Source records:
------------------------------

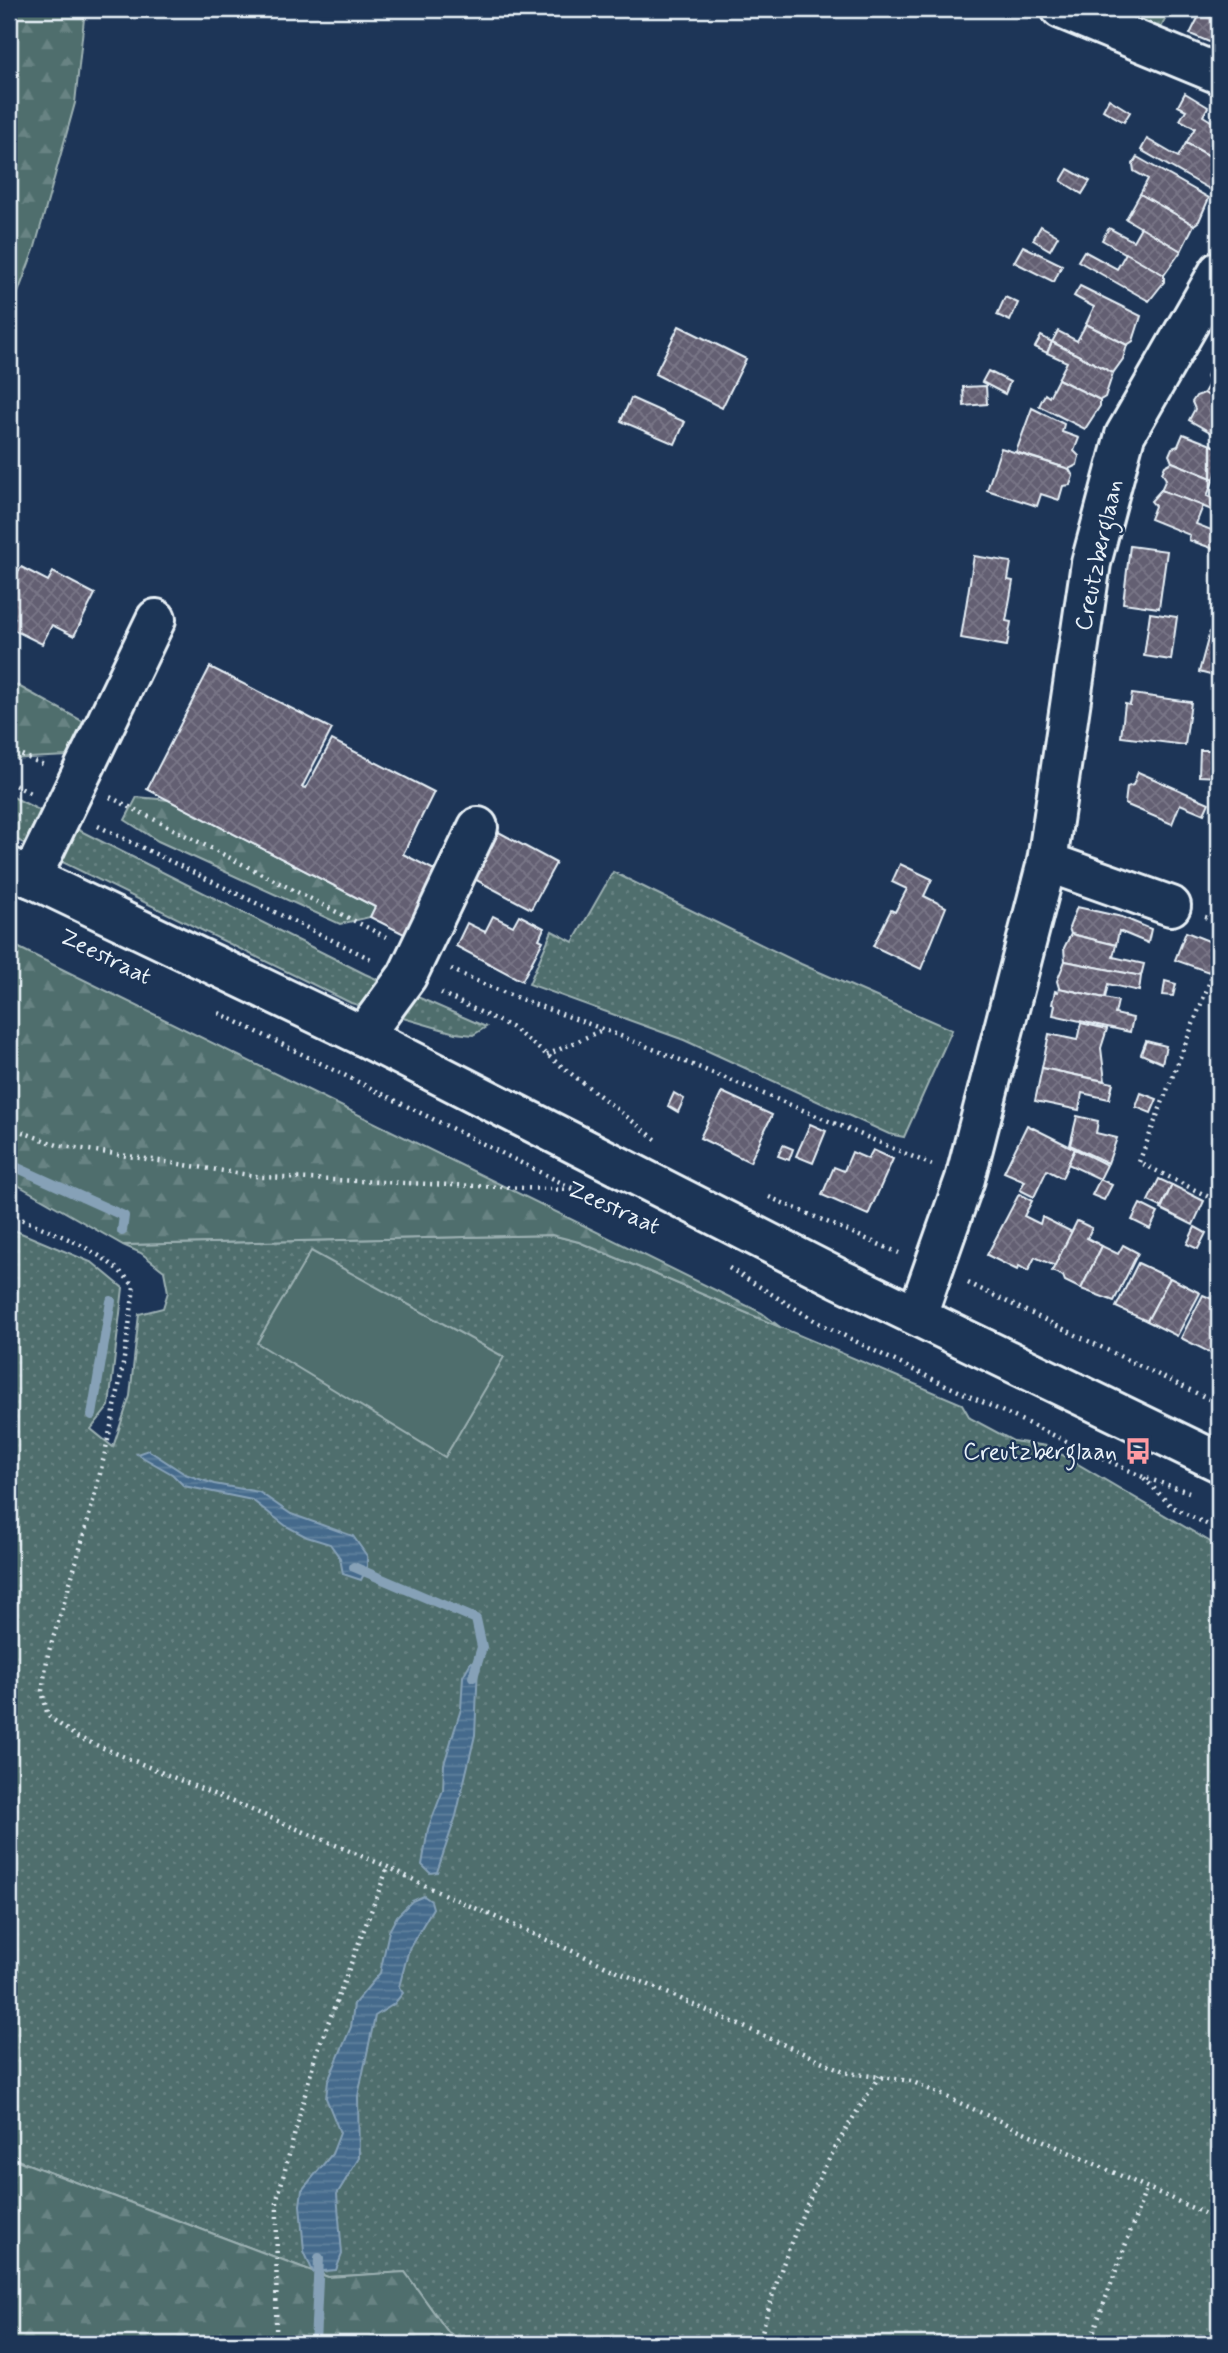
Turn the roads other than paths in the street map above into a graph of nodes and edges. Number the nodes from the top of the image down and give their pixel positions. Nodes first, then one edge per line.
1 (1061, 9) edge
2 (1219, 74) edge
3 (1219, 271) edge
4 (156, 619) dead end
5 (478, 827) dead end
6 (1046, 862) junction
7 (20, 872) edge
8 (1171, 906) dead end
9 (363, 1036) junction
10 (917, 1315) junction
11 (1219, 1462) edge

1 - 2 street
3 - 6 street, Creutzberglaan
4 - 7 street
5 - 9 street
6 - 8 street
6 - 10 street, Creutzberglaan
7 - 9 street, Zeestraat
9 - 10 street, Zeestraat
10 - 11 street, Zeestraat

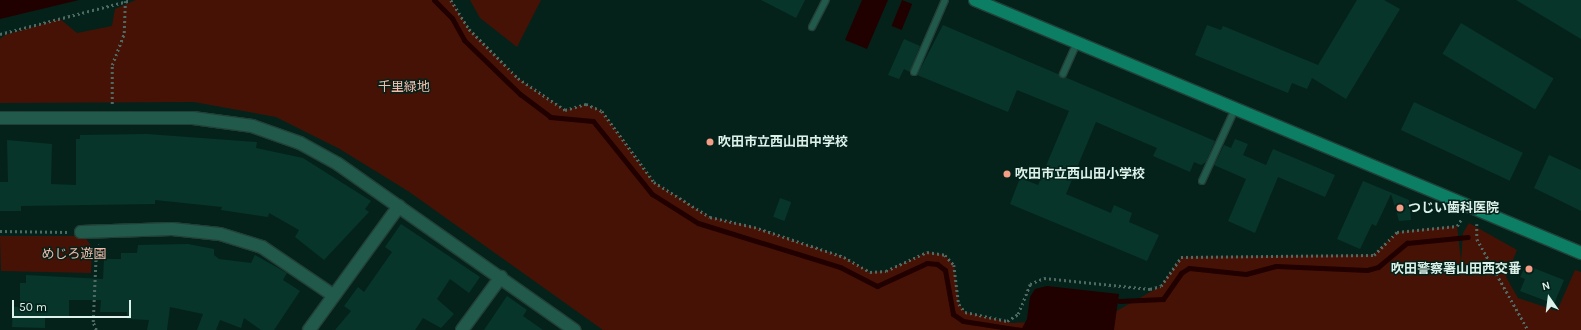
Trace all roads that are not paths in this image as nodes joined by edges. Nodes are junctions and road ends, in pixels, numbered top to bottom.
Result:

------------------------------

EXERCISE PROMPT:
Extract the lines above from the one containing "Trace all roads" to the last line, both included, exactly as written.

WRITTEN RESPONSE:
Trace all roads that are not paths in this image as nodes joined by edges. Nodes are junctions and road ends, in pixels, numbered top to bottom.
Result:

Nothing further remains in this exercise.